*YOUR GOAL:* Using the entries below, say how many of the lines carry "dead". Write the number alone.

*SUPPLIED MATERIAL:*

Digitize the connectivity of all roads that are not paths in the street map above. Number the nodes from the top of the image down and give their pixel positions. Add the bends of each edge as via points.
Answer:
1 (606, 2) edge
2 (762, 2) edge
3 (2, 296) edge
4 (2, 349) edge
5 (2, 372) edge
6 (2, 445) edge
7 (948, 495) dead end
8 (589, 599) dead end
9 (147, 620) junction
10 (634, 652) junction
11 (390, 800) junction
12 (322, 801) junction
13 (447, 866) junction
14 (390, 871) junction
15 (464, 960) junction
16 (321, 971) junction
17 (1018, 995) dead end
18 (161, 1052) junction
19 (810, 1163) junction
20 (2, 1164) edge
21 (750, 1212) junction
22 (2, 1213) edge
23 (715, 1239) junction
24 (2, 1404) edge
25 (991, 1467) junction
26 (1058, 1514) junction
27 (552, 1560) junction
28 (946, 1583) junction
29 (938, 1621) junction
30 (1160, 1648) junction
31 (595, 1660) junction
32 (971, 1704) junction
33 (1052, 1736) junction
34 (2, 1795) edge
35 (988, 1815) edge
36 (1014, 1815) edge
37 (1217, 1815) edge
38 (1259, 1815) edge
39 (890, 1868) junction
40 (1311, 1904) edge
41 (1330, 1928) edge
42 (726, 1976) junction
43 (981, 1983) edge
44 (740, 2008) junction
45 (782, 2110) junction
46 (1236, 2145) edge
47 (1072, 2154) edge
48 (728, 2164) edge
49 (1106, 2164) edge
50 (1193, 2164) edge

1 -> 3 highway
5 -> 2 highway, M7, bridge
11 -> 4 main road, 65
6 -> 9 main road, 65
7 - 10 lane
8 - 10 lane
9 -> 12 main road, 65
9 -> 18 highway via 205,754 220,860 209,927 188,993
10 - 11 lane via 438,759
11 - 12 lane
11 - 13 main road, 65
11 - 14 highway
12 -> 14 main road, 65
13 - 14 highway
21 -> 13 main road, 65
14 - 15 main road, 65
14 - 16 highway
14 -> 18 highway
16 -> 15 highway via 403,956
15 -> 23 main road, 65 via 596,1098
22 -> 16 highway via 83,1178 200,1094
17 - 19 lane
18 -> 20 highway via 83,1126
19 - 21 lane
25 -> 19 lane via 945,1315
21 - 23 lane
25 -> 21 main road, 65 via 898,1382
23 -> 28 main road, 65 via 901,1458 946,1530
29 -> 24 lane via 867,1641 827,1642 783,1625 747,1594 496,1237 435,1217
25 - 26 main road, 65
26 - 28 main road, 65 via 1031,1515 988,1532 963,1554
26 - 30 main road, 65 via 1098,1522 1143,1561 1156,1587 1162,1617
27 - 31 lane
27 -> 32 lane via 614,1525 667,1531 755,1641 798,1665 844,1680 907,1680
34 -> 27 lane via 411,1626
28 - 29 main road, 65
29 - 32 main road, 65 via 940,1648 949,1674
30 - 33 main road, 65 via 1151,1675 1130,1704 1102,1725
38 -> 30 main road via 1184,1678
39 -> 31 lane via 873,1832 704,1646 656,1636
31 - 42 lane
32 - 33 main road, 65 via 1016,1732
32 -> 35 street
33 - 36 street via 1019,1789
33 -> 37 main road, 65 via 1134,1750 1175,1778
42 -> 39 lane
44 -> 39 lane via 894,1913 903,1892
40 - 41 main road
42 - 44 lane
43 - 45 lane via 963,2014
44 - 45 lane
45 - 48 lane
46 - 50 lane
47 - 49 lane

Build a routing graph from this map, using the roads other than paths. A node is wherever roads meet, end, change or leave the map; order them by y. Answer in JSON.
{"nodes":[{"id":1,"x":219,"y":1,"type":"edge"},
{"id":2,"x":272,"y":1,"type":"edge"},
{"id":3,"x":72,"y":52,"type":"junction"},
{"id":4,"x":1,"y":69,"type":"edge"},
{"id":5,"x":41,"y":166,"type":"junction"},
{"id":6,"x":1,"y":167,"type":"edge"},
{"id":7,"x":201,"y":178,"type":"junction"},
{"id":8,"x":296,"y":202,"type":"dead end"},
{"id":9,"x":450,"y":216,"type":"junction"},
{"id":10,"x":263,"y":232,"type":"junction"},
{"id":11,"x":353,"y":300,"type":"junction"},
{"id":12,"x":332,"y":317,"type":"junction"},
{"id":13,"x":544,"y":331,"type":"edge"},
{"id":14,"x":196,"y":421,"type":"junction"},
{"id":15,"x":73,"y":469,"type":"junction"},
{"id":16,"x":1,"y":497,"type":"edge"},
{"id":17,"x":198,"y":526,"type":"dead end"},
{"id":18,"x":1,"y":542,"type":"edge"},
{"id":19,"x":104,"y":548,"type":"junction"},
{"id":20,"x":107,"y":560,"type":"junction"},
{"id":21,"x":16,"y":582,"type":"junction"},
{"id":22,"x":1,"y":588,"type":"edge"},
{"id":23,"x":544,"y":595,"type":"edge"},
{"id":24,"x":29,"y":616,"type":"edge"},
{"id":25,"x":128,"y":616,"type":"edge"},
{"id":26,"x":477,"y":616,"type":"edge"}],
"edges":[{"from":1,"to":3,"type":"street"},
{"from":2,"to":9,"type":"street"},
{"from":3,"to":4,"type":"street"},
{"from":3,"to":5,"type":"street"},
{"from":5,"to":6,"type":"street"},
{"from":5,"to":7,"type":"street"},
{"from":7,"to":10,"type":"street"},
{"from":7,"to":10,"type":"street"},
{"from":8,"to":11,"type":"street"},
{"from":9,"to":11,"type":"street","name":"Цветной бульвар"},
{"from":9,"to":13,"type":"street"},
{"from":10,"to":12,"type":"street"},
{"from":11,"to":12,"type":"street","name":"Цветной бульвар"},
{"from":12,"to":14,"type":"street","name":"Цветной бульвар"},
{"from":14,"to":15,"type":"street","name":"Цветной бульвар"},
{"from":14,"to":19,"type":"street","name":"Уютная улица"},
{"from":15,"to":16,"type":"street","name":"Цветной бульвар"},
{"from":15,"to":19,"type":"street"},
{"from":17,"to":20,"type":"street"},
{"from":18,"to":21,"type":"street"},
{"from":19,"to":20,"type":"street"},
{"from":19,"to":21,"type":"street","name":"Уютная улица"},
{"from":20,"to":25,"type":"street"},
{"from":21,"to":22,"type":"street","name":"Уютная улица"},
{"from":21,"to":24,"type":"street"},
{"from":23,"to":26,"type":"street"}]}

*TASK RESULT:* 5